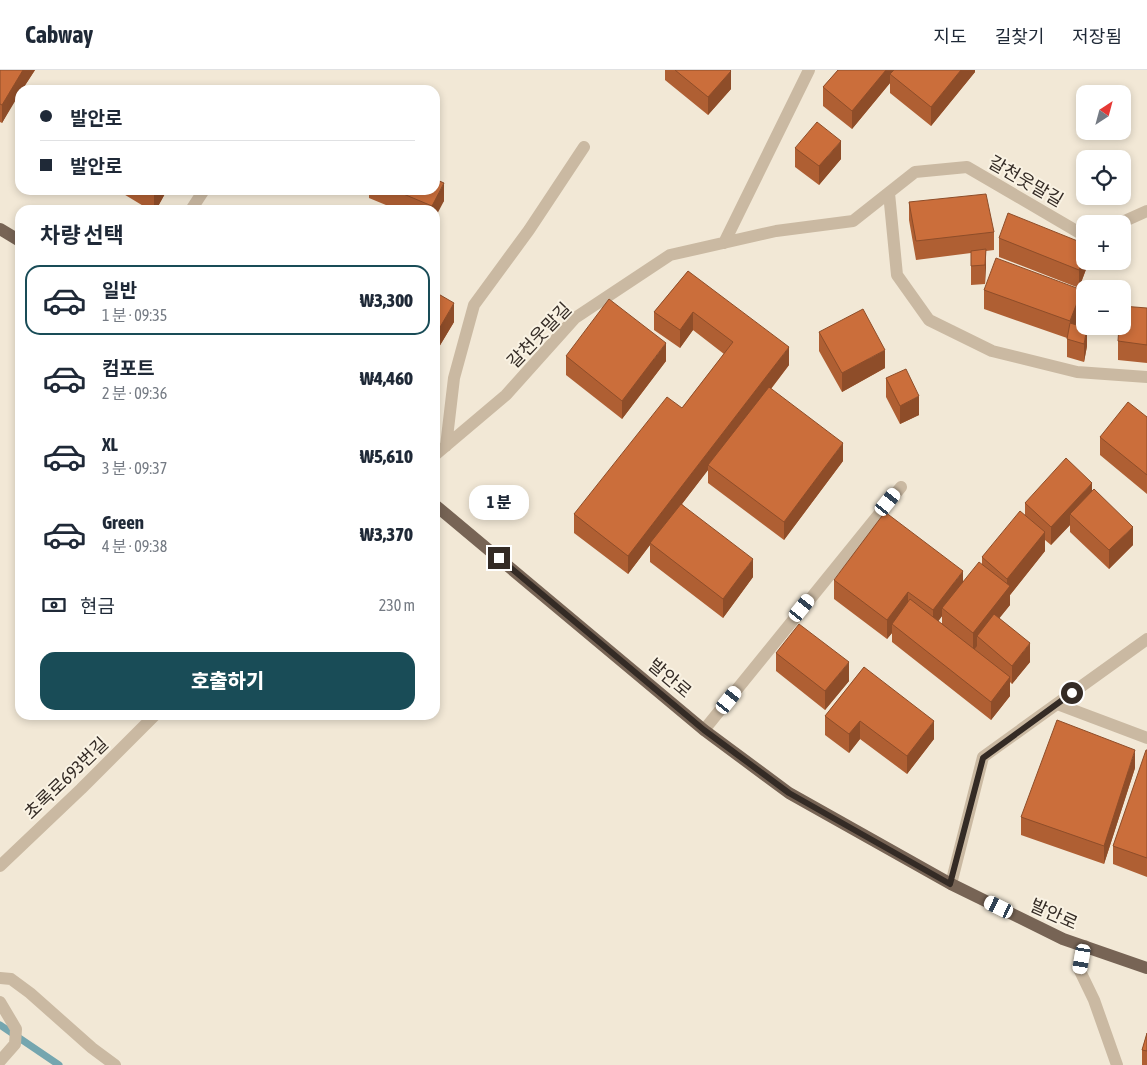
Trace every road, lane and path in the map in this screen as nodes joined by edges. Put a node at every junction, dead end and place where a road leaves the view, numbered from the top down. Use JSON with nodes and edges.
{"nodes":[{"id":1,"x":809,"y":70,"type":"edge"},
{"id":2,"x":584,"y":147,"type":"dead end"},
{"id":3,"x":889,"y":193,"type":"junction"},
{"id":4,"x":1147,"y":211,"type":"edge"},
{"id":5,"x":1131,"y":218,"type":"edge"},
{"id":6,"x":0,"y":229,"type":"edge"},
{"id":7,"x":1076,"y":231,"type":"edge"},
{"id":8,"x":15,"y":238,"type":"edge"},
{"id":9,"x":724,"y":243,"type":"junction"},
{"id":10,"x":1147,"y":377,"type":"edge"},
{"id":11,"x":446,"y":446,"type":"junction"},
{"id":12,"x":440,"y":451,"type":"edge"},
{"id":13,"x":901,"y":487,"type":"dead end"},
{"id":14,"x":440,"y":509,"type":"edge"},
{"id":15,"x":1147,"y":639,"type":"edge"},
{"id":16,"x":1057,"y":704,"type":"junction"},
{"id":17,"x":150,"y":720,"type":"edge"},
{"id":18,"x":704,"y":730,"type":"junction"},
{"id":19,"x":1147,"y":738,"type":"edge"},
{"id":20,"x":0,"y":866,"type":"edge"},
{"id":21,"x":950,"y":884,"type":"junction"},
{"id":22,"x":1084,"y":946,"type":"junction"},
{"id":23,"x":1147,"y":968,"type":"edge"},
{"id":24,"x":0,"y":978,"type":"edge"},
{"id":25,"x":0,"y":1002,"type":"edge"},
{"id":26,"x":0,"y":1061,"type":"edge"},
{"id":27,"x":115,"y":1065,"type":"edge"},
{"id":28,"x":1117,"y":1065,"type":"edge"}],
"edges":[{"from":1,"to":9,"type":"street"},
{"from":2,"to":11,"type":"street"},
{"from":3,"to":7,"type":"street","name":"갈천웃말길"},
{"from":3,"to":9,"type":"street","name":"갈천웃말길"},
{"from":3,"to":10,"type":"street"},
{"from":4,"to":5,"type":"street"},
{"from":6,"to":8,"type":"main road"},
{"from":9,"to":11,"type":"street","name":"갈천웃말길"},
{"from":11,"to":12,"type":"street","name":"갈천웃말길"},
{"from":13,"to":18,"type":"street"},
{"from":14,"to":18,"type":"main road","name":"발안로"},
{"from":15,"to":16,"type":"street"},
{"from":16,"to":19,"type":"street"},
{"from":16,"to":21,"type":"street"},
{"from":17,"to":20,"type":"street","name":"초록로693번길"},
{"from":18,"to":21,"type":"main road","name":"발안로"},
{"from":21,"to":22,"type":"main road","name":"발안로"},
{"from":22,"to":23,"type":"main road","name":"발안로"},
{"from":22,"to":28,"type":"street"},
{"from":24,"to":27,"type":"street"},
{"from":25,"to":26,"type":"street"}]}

WORK ORDER: Leave the pictures out and transcribe the remaining material exactly.

TASK ANSWER:
Trace every road, lane and path in the map in this screen as nodes joined by edges. Put a node at every junction, dead end and place where a road leaves the view, numbered from the top down. Use JSON with nodes and edges.
{"nodes":[{"id":1,"x":809,"y":70,"type":"edge"},
{"id":2,"x":584,"y":147,"type":"dead end"},
{"id":3,"x":889,"y":193,"type":"junction"},
{"id":4,"x":1147,"y":211,"type":"edge"},
{"id":5,"x":1131,"y":218,"type":"edge"},
{"id":6,"x":0,"y":229,"type":"edge"},
{"id":7,"x":1076,"y":231,"type":"edge"},
{"id":8,"x":15,"y":238,"type":"edge"},
{"id":9,"x":724,"y":243,"type":"junction"},
{"id":10,"x":1147,"y":377,"type":"edge"},
{"id":11,"x":446,"y":446,"type":"junction"},
{"id":12,"x":440,"y":451,"type":"edge"},
{"id":13,"x":901,"y":487,"type":"dead end"},
{"id":14,"x":440,"y":509,"type":"edge"},
{"id":15,"x":1147,"y":639,"type":"edge"},
{"id":16,"x":1057,"y":704,"type":"junction"},
{"id":17,"x":150,"y":720,"type":"edge"},
{"id":18,"x":704,"y":730,"type":"junction"},
{"id":19,"x":1147,"y":738,"type":"edge"},
{"id":20,"x":0,"y":866,"type":"edge"},
{"id":21,"x":950,"y":884,"type":"junction"},
{"id":22,"x":1084,"y":946,"type":"junction"},
{"id":23,"x":1147,"y":968,"type":"edge"},
{"id":24,"x":0,"y":978,"type":"edge"},
{"id":25,"x":0,"y":1002,"type":"edge"},
{"id":26,"x":0,"y":1061,"type":"edge"},
{"id":27,"x":115,"y":1065,"type":"edge"},
{"id":28,"x":1117,"y":1065,"type":"edge"}],
"edges":[{"from":1,"to":9,"type":"street"},
{"from":2,"to":11,"type":"street"},
{"from":3,"to":7,"type":"street","name":"갈천웃말길"},
{"from":3,"to":9,"type":"street","name":"갈천웃말길"},
{"from":3,"to":10,"type":"street"},
{"from":4,"to":5,"type":"street"},
{"from":6,"to":8,"type":"main road"},
{"from":9,"to":11,"type":"street","name":"갈천웃말길"},
{"from":11,"to":12,"type":"street","name":"갈천웃말길"},
{"from":13,"to":18,"type":"street"},
{"from":14,"to":18,"type":"main road","name":"발안로"},
{"from":15,"to":16,"type":"street"},
{"from":16,"to":19,"type":"street"},
{"from":16,"to":21,"type":"street"},
{"from":17,"to":20,"type":"street","name":"초록로693번길"},
{"from":18,"to":21,"type":"main road","name":"발안로"},
{"from":21,"to":22,"type":"main road","name":"발안로"},
{"from":22,"to":23,"type":"main road","name":"발안로"},
{"from":22,"to":28,"type":"street"},
{"from":24,"to":27,"type":"street"},
{"from":25,"to":26,"type":"street"}]}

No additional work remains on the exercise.